Au théâtre 71 à Malakoff jusqu'au 30 novembre
Wajdi Mouawad délaisse un temps les fresques flamboyantes dont il a le secret, de Littoral à Incendies, en passant par Forêts, pour une œuvre en solo. Mais, seul sur le plateau, l’auteur-metteur en scène québeco-libanais revisite pourtant les mêmes thèmes : l’identité, la mémoire, les racines. Déroutant et bouleversant.
Un homme débarque torse et pieds nus, en boxer, et clame : «Mesdames, messieurs, je vous remercie de me laisser la parole ». C’est lui, Wajdi Mouawad, auteur, metteur en scène libanais installé au Québec, qui s’adresse au public, en même temps que son double sur la scène, Harwan, s’adresse à son jury. La soutenance de l’un revient à la mise à nu de l’autre. Seul(s) de, avec, et mis en scène par Wajdi Mouawad, du 12 au 30 novembre au Théâtre 71 de Malakoff Seuls : texte, mise en scène et jeu de Wajdi Mouawad
Du 12 au 30 novembre 2008 au Théâtre 71 (3, place du 11 novembre 92240 Malakoff)

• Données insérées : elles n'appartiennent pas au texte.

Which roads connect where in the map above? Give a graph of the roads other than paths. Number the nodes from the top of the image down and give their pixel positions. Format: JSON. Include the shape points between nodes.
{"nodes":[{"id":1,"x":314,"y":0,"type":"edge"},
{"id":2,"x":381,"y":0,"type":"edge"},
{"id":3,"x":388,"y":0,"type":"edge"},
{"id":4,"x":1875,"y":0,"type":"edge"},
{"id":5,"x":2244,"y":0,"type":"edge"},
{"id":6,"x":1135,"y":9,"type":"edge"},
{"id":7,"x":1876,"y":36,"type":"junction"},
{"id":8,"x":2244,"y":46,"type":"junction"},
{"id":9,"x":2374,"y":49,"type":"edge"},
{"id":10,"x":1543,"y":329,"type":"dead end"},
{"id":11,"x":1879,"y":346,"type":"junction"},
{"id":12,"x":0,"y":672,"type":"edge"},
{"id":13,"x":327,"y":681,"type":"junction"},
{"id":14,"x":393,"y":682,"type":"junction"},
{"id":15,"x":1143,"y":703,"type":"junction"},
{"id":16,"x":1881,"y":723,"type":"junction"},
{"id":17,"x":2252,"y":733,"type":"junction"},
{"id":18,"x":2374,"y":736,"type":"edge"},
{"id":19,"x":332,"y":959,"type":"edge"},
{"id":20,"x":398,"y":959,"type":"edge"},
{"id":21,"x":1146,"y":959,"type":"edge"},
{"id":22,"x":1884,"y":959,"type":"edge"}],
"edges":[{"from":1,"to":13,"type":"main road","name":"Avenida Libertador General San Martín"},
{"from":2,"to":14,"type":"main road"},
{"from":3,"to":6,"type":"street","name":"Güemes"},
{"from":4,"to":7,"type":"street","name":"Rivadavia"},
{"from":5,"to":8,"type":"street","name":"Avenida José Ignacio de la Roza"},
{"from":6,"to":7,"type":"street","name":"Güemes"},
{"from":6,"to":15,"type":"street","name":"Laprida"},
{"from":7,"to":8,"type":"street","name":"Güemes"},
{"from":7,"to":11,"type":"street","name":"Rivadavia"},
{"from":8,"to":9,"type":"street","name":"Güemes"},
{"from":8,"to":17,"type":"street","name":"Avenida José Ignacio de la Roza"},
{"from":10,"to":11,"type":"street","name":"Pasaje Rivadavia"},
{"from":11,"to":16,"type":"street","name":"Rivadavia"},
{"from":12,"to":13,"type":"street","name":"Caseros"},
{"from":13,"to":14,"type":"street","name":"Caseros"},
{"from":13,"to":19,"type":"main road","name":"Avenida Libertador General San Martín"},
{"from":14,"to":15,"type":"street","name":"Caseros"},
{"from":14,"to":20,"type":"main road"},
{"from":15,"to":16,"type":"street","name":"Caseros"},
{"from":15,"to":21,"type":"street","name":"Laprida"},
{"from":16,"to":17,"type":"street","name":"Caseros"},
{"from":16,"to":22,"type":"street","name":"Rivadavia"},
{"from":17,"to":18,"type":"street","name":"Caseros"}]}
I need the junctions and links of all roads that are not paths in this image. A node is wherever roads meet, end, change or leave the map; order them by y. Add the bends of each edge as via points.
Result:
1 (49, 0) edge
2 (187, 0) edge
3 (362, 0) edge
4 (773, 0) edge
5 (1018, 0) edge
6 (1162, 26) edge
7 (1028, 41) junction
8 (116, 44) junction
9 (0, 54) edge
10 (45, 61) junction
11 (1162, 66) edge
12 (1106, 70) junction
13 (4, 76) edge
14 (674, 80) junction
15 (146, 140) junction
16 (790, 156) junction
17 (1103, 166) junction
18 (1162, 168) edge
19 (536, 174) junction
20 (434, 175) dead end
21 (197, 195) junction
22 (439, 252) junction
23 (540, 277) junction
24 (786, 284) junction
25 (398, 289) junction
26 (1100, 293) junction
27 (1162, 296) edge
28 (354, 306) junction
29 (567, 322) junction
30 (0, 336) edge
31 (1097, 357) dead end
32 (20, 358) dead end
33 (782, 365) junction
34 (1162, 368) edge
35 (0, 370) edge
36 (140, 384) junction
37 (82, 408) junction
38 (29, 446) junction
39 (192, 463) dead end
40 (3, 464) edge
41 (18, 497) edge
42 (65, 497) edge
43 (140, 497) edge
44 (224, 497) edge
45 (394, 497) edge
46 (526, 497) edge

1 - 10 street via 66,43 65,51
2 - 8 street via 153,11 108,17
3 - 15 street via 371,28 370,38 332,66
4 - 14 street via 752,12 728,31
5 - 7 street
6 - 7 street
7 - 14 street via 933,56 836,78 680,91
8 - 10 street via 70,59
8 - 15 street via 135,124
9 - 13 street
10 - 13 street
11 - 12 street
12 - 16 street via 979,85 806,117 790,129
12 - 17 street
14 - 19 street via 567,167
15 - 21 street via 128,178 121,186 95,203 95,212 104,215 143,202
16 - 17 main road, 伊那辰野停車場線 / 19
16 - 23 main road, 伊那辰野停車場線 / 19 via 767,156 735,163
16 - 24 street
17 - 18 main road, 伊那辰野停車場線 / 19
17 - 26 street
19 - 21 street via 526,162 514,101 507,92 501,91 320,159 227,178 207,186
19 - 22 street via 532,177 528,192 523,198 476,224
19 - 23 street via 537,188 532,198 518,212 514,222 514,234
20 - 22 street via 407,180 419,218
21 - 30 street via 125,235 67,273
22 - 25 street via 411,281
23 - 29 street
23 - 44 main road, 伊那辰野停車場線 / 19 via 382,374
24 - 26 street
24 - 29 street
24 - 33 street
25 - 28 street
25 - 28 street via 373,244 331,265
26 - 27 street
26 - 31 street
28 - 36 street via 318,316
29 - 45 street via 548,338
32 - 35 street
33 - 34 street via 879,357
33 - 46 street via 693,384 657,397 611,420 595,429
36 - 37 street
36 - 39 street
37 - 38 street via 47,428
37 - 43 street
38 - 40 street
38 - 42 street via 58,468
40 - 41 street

L’étudiant de 35 ans ne parvient pas à mettre un terme aux 1500 pages d’une thèse de doctorat consacrée à Robert Lepage sur le thème : « L’espace comme cadre identitaire dans les solos de Robert Lepage ». Matière : sociologie de l’imaginaire. Entre réel et imaginaire, précisément, sa quête va le mener du Québec à Saint-Pétersbourg, d’une cabine de photomaton à une chambre d’hôpital.
De Forêts à Littoral, d’Incendies à Willy Protagoras enfermé dans les toilettes, voilà plus de dix ans que l’artiste creuse le même sillon d’une œuvre foisonnante, malgré sa (relative) jeunesse. Même sillon, mêmes thèmes explorés dans une introspection au long cours. D’abord la guerre, jamais vécue mais si présente pourtant –« peut-être que si j’avais vécu la guerre, ce serait plus simple » lâche-t-il. Une guerre qui le contraint à l’exil, à l’âge de 8 ans. Puis la quête identitaire, les racines et le difficile cheminement de l’ailleurs à l’ici, la langue, les nœuds de la mémoire à démêler. « Comment dit on mémoire en arabe ? », s’interroge le personnage.
Seul au pluriel
Le fond est resté le même, seule la forme diffère. Les fresques, les traversées, les vastes groupes de comédiens laissent donc la place à un solo. Qui d’autre que lui pouvait-il s’y coller ? Mouawad est seul, mais seul au pluriel, comme l’indique le titre de la pièce. Il y a le public, il y a les fantômes qui peuplent sa mémoire, il y a ses proches, si présents dans son esprit, ou sur son répondeur téléphonique. Robert Lepage, sa sœur, son père, dont l’évocation offre au spectacle l’un de ses moments les plus poignants. Wajdi/Harwan, est tour à tour rejeton incompris et fils prodigue : c’est d’ailleurs le tableau Le retour du fils prodigue de Rembrandt qui est à l’origine de cette pièce et qui y tient une place symbolique, prépondérante.
L’art est aussi interrogé, et le devenir d’un artiste privé de son regard conduit le spectacle sur un chemin inattendu, et des envolées plastiques de toute beauté, malgré quelques longueurs. Car voilà Wajdi/Harwan qui transforme la scène en un amas de couleurs vives, se barbouillant le corps, barbouillant le sol, et de vastes panneaux mobiles. Du jaune, du rouge, du vert, du bleu, à profusion. Derniers éclats de couleur, de lumière, avant l’obscurité totale.
Entre plongée intime et questionnements universels, autodérision et émotion, narration subtile et mise en scène fluide, Mouawad signe un conte magnifique tout autant qu’un autoportrait en creux d’une richesse singulière. Heureux présage du prochain festival d’Avignon qui le verra, lui, artiste associé, en 2009, dix ans tout juste après y avoir livré Littoral. Un choc fulgurant. Et le premier d’une longue série.
Du 16 au 19 décembre au Théâtre National de Bordeaux Aquitaine.
Les 19 et 20 janvier 2009 au Théâtre Jean Lurçat scène nationale d’Aubusson.